| Instructions to follow |
Your task is to return the span of lines beginning at the one with "Task: Summarize the" and ending at the last line of the data, exactly as it stands.

| Dataset extract |
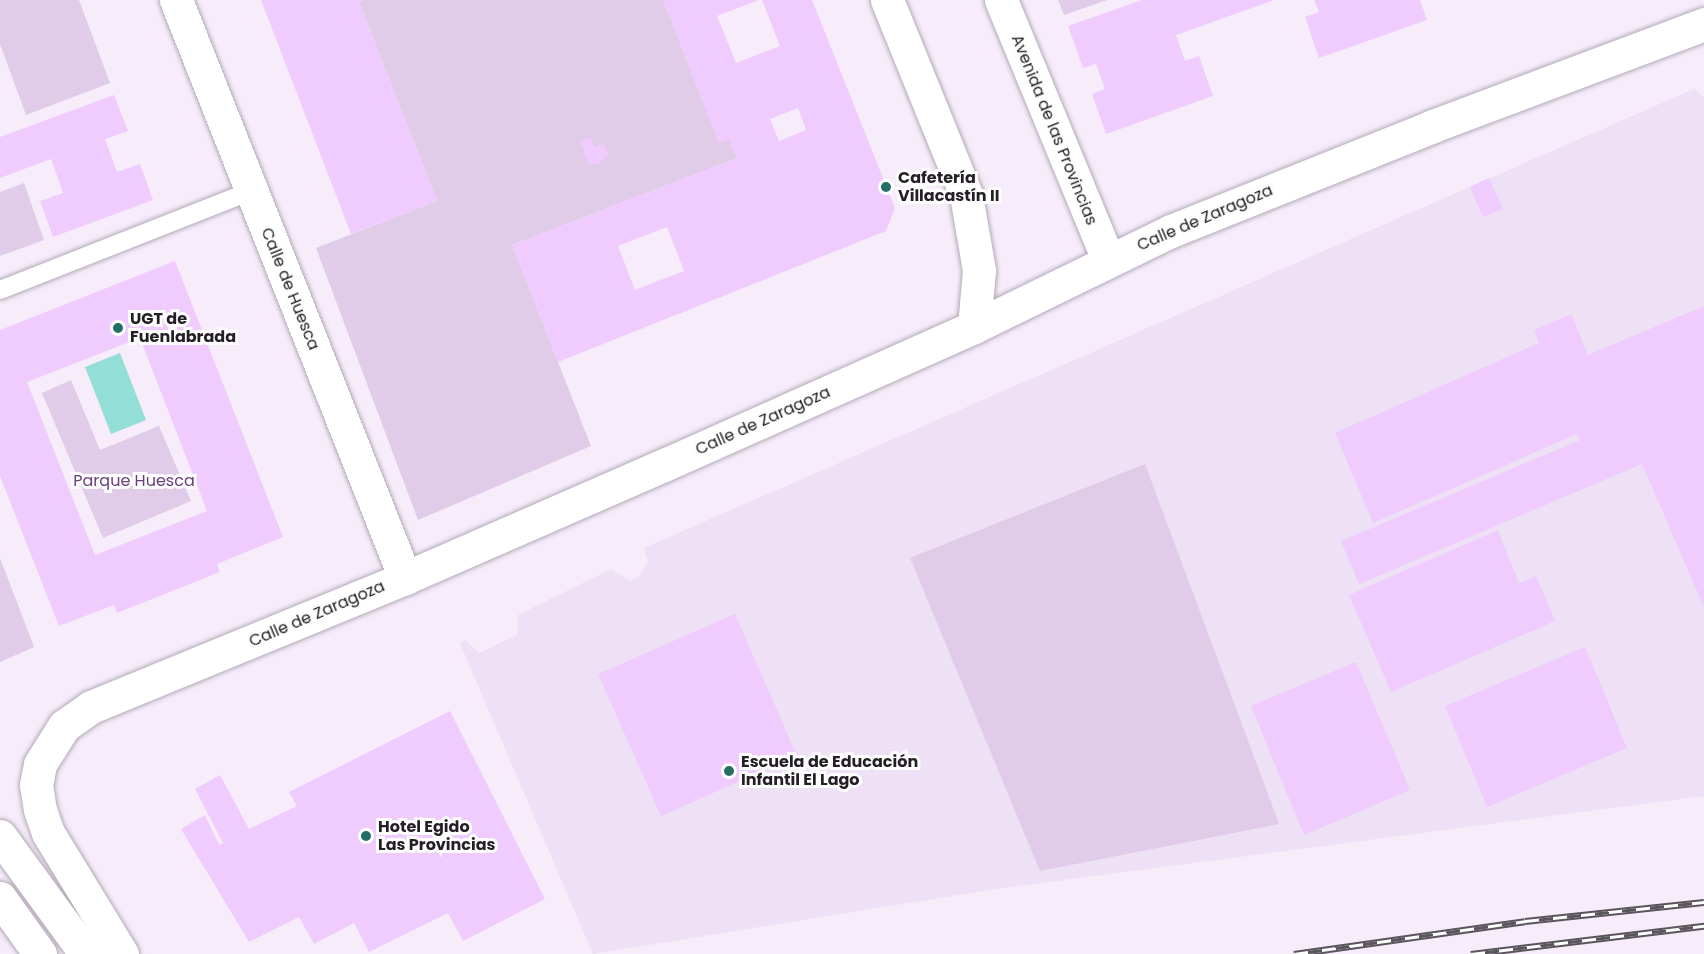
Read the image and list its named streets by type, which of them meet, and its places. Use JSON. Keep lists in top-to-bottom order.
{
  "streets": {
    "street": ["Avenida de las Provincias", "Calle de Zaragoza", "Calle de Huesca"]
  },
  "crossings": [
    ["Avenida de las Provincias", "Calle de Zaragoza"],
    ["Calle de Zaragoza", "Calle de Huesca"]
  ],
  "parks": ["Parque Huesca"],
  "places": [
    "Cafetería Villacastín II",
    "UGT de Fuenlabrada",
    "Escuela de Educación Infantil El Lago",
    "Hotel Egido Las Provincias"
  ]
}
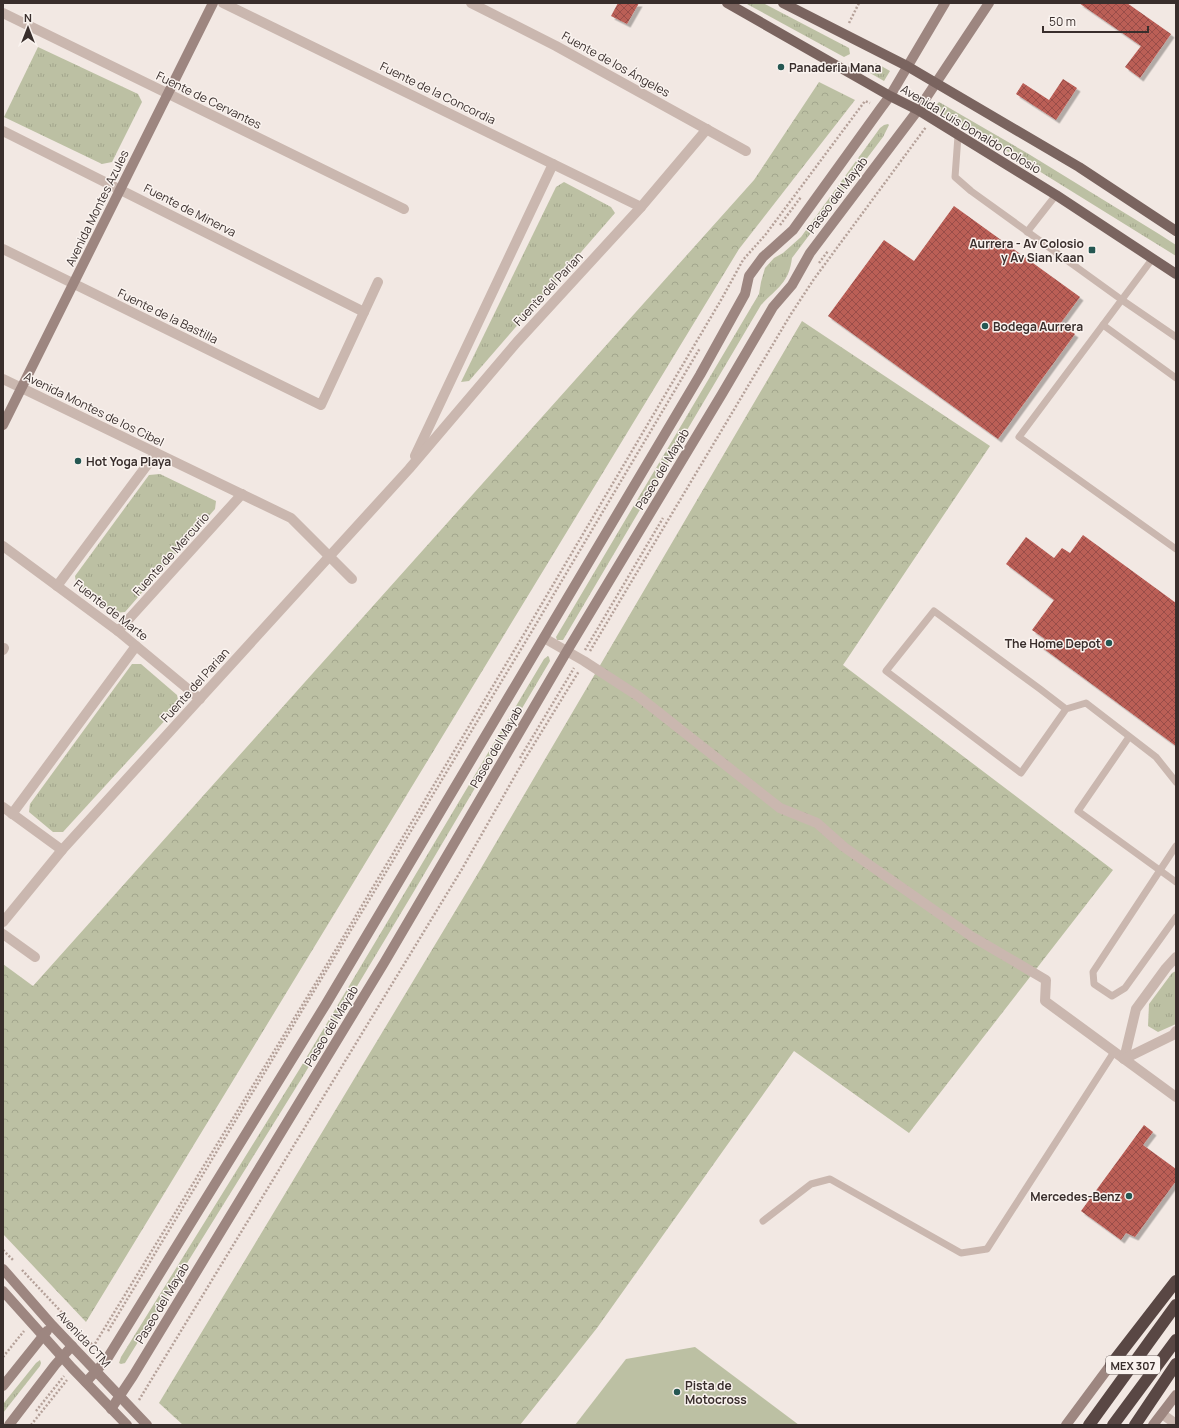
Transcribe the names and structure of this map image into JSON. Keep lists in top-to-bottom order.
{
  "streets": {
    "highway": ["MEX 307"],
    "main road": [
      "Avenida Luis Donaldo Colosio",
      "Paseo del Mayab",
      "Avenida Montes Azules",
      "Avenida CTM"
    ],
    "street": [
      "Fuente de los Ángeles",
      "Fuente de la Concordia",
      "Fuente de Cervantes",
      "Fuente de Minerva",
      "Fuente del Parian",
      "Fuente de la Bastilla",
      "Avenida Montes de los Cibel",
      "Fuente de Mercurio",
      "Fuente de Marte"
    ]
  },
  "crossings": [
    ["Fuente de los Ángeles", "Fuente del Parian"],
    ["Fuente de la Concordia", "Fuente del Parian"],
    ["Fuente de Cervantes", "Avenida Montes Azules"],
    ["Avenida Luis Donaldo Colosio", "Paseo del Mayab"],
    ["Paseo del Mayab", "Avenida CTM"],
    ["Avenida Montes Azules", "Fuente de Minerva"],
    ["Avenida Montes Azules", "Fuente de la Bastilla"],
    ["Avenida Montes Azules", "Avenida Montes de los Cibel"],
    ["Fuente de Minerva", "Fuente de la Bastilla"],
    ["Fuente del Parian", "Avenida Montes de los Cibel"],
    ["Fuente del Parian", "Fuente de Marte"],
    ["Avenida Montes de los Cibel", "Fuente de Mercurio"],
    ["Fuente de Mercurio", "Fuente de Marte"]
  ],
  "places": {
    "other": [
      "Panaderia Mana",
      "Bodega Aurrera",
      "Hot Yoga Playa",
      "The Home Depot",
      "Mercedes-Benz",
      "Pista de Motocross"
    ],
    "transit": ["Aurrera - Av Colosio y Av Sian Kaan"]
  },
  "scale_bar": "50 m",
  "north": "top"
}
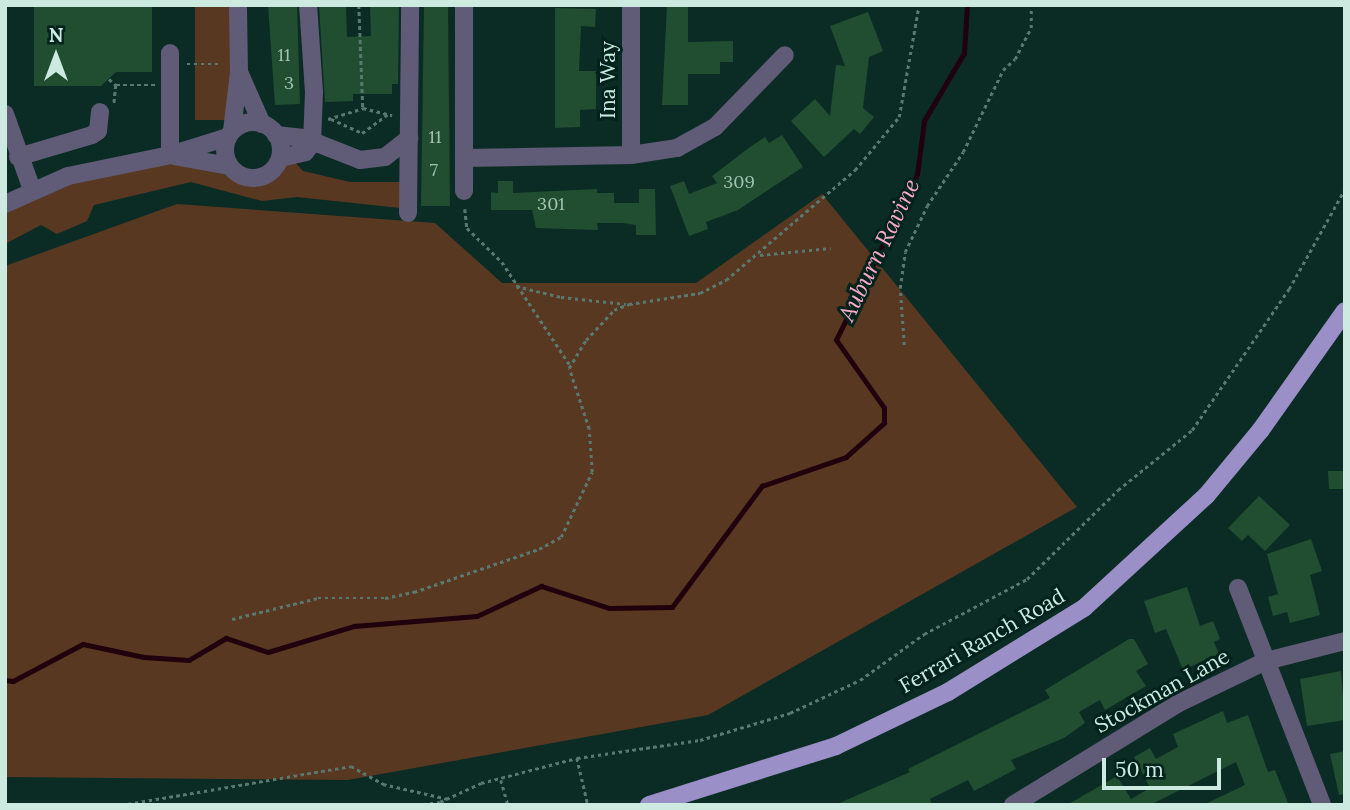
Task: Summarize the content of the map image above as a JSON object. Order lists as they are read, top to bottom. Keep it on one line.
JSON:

| The completed task |
Task: Summarize the content of the map image above as a JSON object. Order lists as they are read, top to bottom. Keep it on one line.
JSON:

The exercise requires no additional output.